São João XXIII afirma, na Pacem in Terris (PT): “Exige o bem comum que os poderes públicos operem positivamente no intuito de criar condições sociais que possibilitem e favoreçam o exercício dos direitos e o cumprimento dos deveres por parte de todos os cidadãos. Atesta a experiência que, faltando por parte dos poderes públicos uma atuação apropriada com ‘respeito à economia, à administração pública, à instrução’, as desigualdades entre os cidadãos tendem a exasperar-se cada vez mais, os direitos da pessoa tendem a perder todo seu conteúdo e compromete-se, ainda por cima, o cumprimento do dever. Faz-se mister, pois, que os poderes públicos se empenhem a fundo para que ao desenvolvimento econômico corresponda o progresso social […] e se desenvolvam os serviços essenciais, tais como: construção de estradas, transportes, comunicações, água potável, moradia, assistência sanitária, condições idôneas para a vida religiosa e ambiente para o espairecimento do espírito. Também é necessário que se esforcem por proporcionar, aos cidadãos, um sistema de seguros e previdência, a fim de que não lhes venha a faltar o necessário para uma vida digna em caso de infortúnio” (PT 63-64).

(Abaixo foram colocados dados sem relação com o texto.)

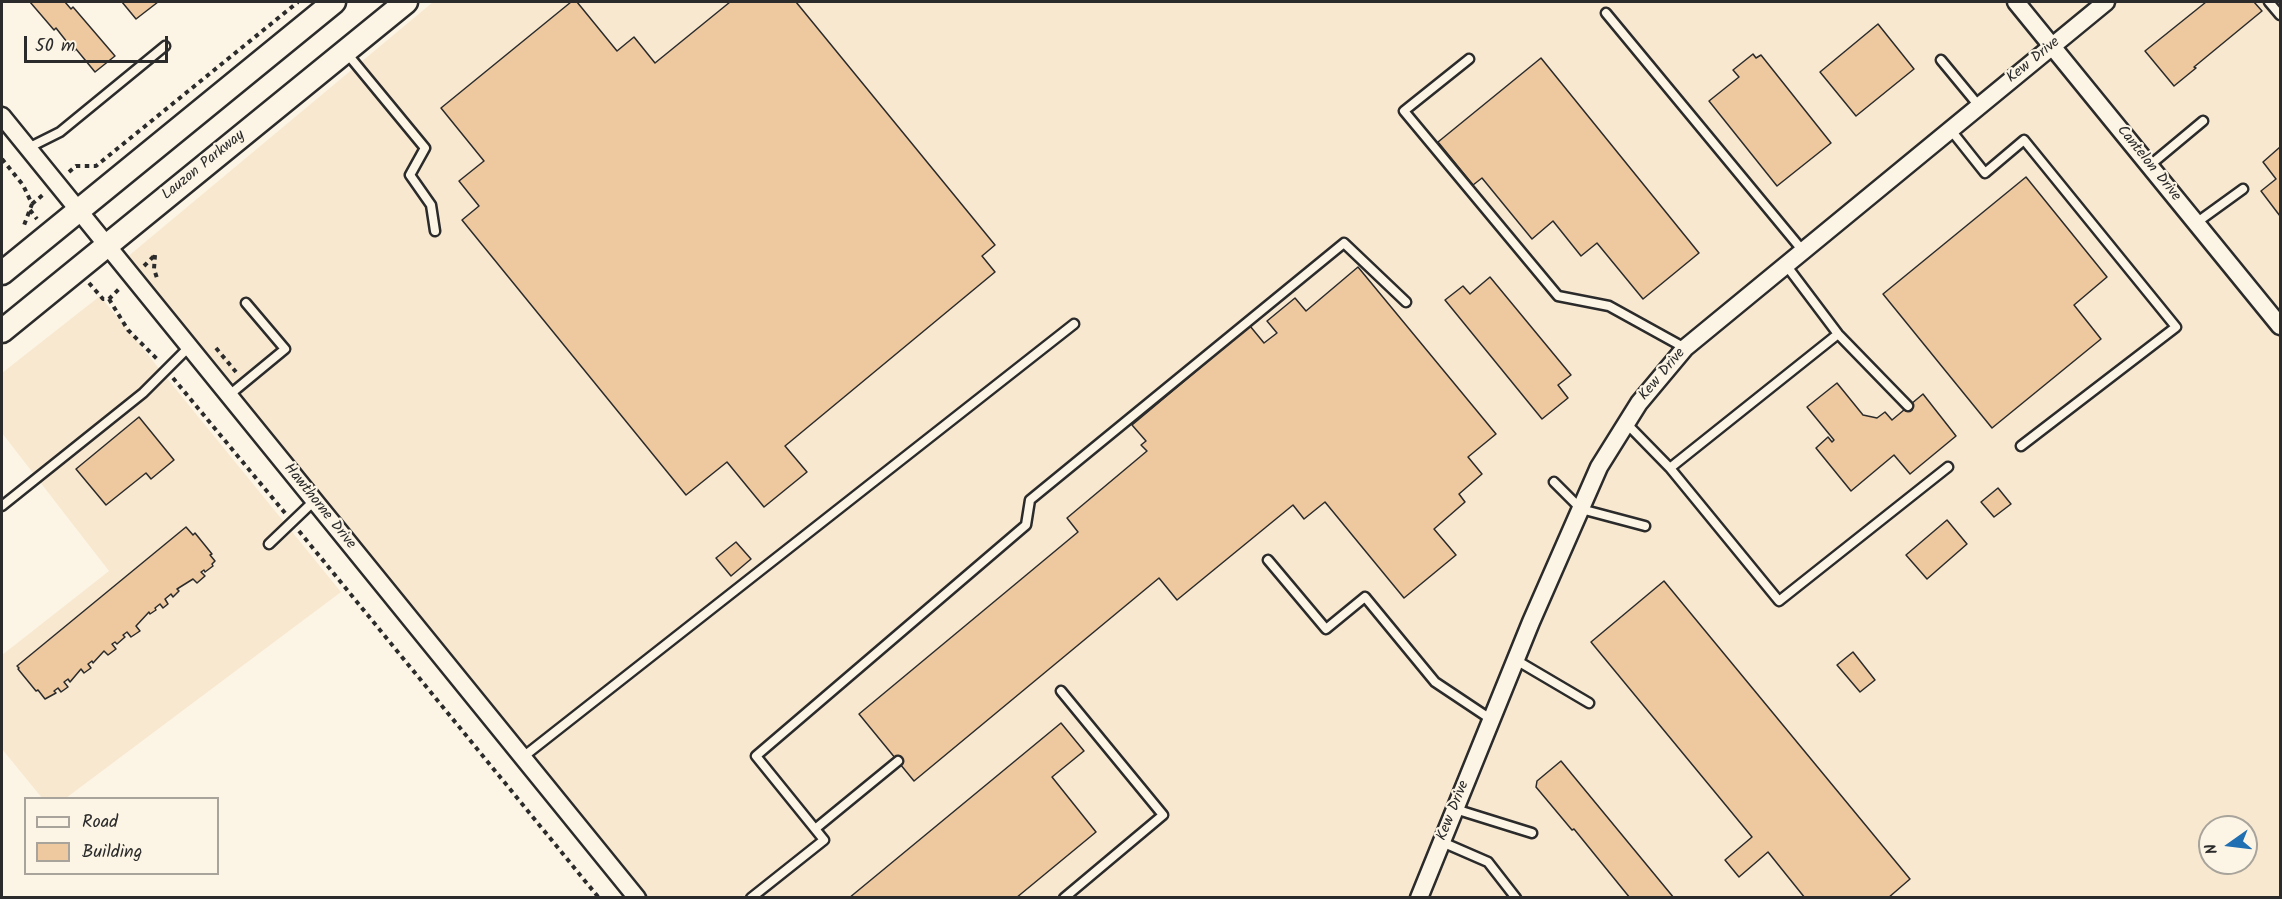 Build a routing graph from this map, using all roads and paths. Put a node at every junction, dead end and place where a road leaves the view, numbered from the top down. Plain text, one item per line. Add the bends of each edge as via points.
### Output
1 (298, 2) edge
2 (334, 2) edge
3 (406, 2) edge
4 (2016, 2) edge
5 (2106, 2) edge
6 (2270, 2) edge
7 (1606, 13) dead end
8 (2280, 15) edge
9 (165, 46) dead end
10 (2052, 46) junction
11 (345, 51) junction
12 (1469, 59) dead end
13 (1941, 60) dead end
14 (1979, 106) junction
15 (2, 116) edge
16 (2203, 121) dead end
17 (1950, 129) junction
18 (28, 148) junction
19 (2, 159) edge
20 (76, 166) dead end
21 (2150, 166) junction
22 (2243, 189) dead end
23 (79, 210) junction
24 (2196, 223) junction
25 (435, 231) dead end
26 (17, 233) dead end
27 (106, 246) junction
28 (1803, 250) junction
29 (1786, 265) junction
30 (2, 273) edge
31 (103, 299) dead end
32 (246, 303) dead end
33 (1406, 303) dead end
34 (1074, 324) dead end
35 (2280, 326) edge
36 (2, 331) edge
37 (1838, 334) junction
38 (189, 347) junction
39 (1685, 348) junction
40 (166, 370) junction
41 (228, 396) junction
42 (1908, 406) dead end
43 (1626, 423) junction
44 (2021, 447) dead end
45 (1948, 467) dead end
46 (1670, 468) junction
47 (1554, 482) dead end
48 (314, 501) junction
49 (2, 506) edge
50 (1581, 509) junction
51 (292, 522) junction
52 (1645, 526) dead end
53 (269, 544) dead end
54 (1268, 560) dead end
55 (1516, 660) junction
56 (1061, 691) dead end
57 (1588, 703) dead end
58 (1492, 720) junction
59 (523, 757) junction
60 (898, 761) dead end
61 (1455, 809) junction
62 (815, 829) junction
63 (1532, 833) dead end
64 (1442, 842) junction
65 (599, 897) edge
66 (637, 897) edge
67 (751, 897) edge
68 (1064, 897) edge
69 (1419, 897) edge
70 (1516, 897) edge

1 - 20 path via 96,166
2 - 23 main road
3 - 11 main road, Lauzon Parkway
4 - 10 street, Cantelon Drive
5 - 10 street, Kew Drive
6 - 8 lane
7 - 28 lane
9 - 18 lane via 60,132
10 - 14 street, Kew Drive
10 - 21 street, Cantelon Drive
11 - 25 lane via 425,148 410,175 431,205
11 - 27 main road, Lauzon Parkway
12 - 39 lane via 1404,111 1558,296 1609,306
13 - 14 lane
14 - 17 street, Kew Drive
15 - 18 street, Hawthorne Drive
16 - 21 lane
17 - 28 street, Kew Drive
17 - 44 lane via 1985,173 2024,140 2176,327
18 - 23 street, Hawthorne Drive
19 - 26 path via 23,185 32,204 24,227
21 - 24 street, Cantelon Drive
22 - 24 lane
23 - 27 street, Hawthorne Drive
23 - 30 main road
24 - 35 street, Cantelon Drive
27 - 36 main road, Lauzon Parkway
27 - 38 street, Hawthorne Drive
28 - 29 street, Kew Drive
29 - 37 lane
29 - 39 street, Kew Drive
31 - 40 path via 109,299 128,330
32 - 41 lane via 285,349
33 - 62 lane via 1344,243 1029,500 1026,525 756,756
34 - 59 lane
37 - 42 lane
37 - 46 lane
38 - 40 lane
38 - 41 street, Hawthorne Drive
39 - 43 street, Kew Drive
40 - 49 lane via 143,393
40 - 51 path
41 - 48 street, Hawthorne Drive
43 - 46 lane
43 - 50 street, Kew Drive via 1599,467
45 - 46 lane via 1779,602
47 - 50 lane
48 - 51 lane
48 - 59 street, Hawthorne Drive
50 - 52 lane
50 - 55 street, Kew Drive
51 - 53 lane
51 - 65 path
54 - 58 lane via 1326,629 1365,597 1435,682
55 - 57 lane
55 - 58 street, Kew Drive
56 - 68 lane via 1163,815
58 - 61 street, Kew Drive
59 - 66 street, Hawthorne Drive
60 - 62 lane
61 - 63 lane
61 - 64 street, Kew Drive
62 - 67 lane via 824,840
64 - 69 street, Kew Drive
64 - 70 lane via 1488,862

A saúde não pode ser reduzida a mais uma mercadoria. Em uma economia de mercado, como aquela em que objetivamente nos encontramos, essa afirmação tem consequências práticas, que transcendem idealismos abstratos. Bento XVI explicou que a dignidade humana exige uma lógica que transcenda o mercado. Quando a lógica do lucro domina setores essenciais, a saúde deixa de ser um direito e passa a ser vista apenas como mercadoria – mas, recorda-nos São João Paulo II, existem “bens que, pela sua natureza, não são nem podem ser simples mercadoria” (Centesimus annus, CA 40). Em uma passagem particularmente esclarecedora para o contexto brasileiro atual, Bento XVI explica que, se a lógica do mercado e a do Estado se põem de acordo para manter interesses particulares, sem atentarem para a construção do bem comum, “definha a solidariedade nas relações entre os cidadãos, a participação e a adesão, o serviço gratuito” (Caritas in Veritate, CV 39). 

Não se trata aqui de insistir em debates ideológicos maniqueístas e desfocados da realidade imediata. Bento XVI destacou, ainda, a necessidade de um sistema com três sujeitos: o mercado, o Estado e a sociedade civil, identificando nesta última o âmbito mais apropriado para uma economia da gratuidade e da fraternidade. Salientou que a atividade econômica não pode prescindir da gratuidade, que difunde e alimenta a solidariedade e a responsabilidade pela justiça e o bem (CV 38). Sem negar a justa responsabilidade do Estado, em sua função de garantir, com a justiça, a realização do bem comum, Bento XVI convidava cada um de nós a sermos protagonistas em uma sociedade que se organiza em função da solidariedade e não de interesses particulares, na qual se busca a realização do direito à saúde integral para todos.